Many times we want our son’s kindergarten or our daughter’s school to have a well-tended garden with a variety of flowers and trees to brighten up the educational institution where they spend a large part of their time. No one has any doubt that a beautiful and well-kept garden is a contributor to the high quality of life we demand for ourselves and our children.
When setting up such a garden there are many considerations that must be taken into account in order for the garden to develop and prosper for many years. Among these considerations are the type of vegetation, sun or shade, water consumption, the designation of the garden as a children’s play area or for grownups to lounge in, and so on. However, there is one more important consideration that is almost never taken into account and must be considered, mostly in kindergartens and schools. This consideration is the toxicity of different plants that are or will be in the garden.
The Ministry of Education requires schools to submit reports about the type of plants growing in educational institutions. This is in order to prevent harm to children who decide to taste a leaf or fruit of any of the plants in the garden that are poisonous.

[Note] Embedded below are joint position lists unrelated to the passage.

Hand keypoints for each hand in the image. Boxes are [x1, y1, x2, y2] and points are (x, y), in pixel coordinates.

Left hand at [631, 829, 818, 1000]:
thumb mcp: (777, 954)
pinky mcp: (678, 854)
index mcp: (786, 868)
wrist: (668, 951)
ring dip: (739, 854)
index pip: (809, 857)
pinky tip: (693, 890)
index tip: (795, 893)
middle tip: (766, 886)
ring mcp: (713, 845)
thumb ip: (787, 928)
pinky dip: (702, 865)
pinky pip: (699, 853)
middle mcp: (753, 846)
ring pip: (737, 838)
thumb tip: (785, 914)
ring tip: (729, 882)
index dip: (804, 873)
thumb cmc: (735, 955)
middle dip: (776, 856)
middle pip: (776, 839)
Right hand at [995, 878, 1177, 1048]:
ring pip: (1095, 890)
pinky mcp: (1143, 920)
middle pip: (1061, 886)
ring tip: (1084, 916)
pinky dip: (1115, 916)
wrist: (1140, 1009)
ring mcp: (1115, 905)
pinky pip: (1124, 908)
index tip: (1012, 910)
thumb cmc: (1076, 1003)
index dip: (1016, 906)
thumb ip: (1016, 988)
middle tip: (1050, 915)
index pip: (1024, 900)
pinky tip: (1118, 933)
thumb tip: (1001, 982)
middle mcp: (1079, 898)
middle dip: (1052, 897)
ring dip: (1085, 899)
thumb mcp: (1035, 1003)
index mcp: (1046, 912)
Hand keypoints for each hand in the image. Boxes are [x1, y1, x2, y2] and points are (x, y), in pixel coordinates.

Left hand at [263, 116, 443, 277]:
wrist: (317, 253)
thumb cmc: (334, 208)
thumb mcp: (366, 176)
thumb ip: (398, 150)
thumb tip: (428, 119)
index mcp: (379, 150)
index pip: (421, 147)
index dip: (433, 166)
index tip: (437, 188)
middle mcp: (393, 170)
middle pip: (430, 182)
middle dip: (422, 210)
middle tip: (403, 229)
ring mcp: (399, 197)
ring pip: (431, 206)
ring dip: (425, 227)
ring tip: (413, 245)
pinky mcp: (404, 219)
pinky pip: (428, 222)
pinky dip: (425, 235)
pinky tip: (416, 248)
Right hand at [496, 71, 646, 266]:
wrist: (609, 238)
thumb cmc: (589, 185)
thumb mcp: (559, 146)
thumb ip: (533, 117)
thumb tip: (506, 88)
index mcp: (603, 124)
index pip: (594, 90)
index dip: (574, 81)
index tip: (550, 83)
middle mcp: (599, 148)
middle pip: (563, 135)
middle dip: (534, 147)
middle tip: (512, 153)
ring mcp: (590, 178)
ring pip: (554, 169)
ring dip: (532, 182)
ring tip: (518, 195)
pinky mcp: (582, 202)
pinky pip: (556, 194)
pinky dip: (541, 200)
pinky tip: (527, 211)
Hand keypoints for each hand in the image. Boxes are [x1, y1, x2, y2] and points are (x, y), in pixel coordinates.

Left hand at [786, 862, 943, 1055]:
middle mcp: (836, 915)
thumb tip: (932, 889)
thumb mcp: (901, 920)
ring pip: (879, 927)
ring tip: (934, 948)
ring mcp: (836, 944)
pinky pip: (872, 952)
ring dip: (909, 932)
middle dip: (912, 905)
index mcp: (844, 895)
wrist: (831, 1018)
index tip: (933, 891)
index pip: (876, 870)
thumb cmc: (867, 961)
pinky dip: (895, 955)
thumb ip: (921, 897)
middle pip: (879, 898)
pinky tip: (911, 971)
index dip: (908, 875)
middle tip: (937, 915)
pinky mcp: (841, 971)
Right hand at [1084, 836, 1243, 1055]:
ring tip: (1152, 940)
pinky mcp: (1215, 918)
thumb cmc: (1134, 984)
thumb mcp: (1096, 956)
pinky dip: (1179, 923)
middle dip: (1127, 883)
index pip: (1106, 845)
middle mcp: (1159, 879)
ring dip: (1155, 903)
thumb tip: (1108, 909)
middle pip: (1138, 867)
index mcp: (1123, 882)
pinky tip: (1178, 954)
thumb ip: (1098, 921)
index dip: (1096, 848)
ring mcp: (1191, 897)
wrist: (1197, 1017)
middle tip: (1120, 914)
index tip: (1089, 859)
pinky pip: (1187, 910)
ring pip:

Among the most common toxic plants there are the oleander, datura, tobacco, hemlock and many more beautiful plants and trees.
In order to prevent poisoning, it is important to have a certified agronomist prepare a report of any poisonous plants in the area of the kindergarten or school. The agronomist will photograph all the plants and trees and, several days later, will submit a detailed report with the names of all the different plants and the level of danger by category (toxic to touch or eat, may cause allergy or hives, etc.).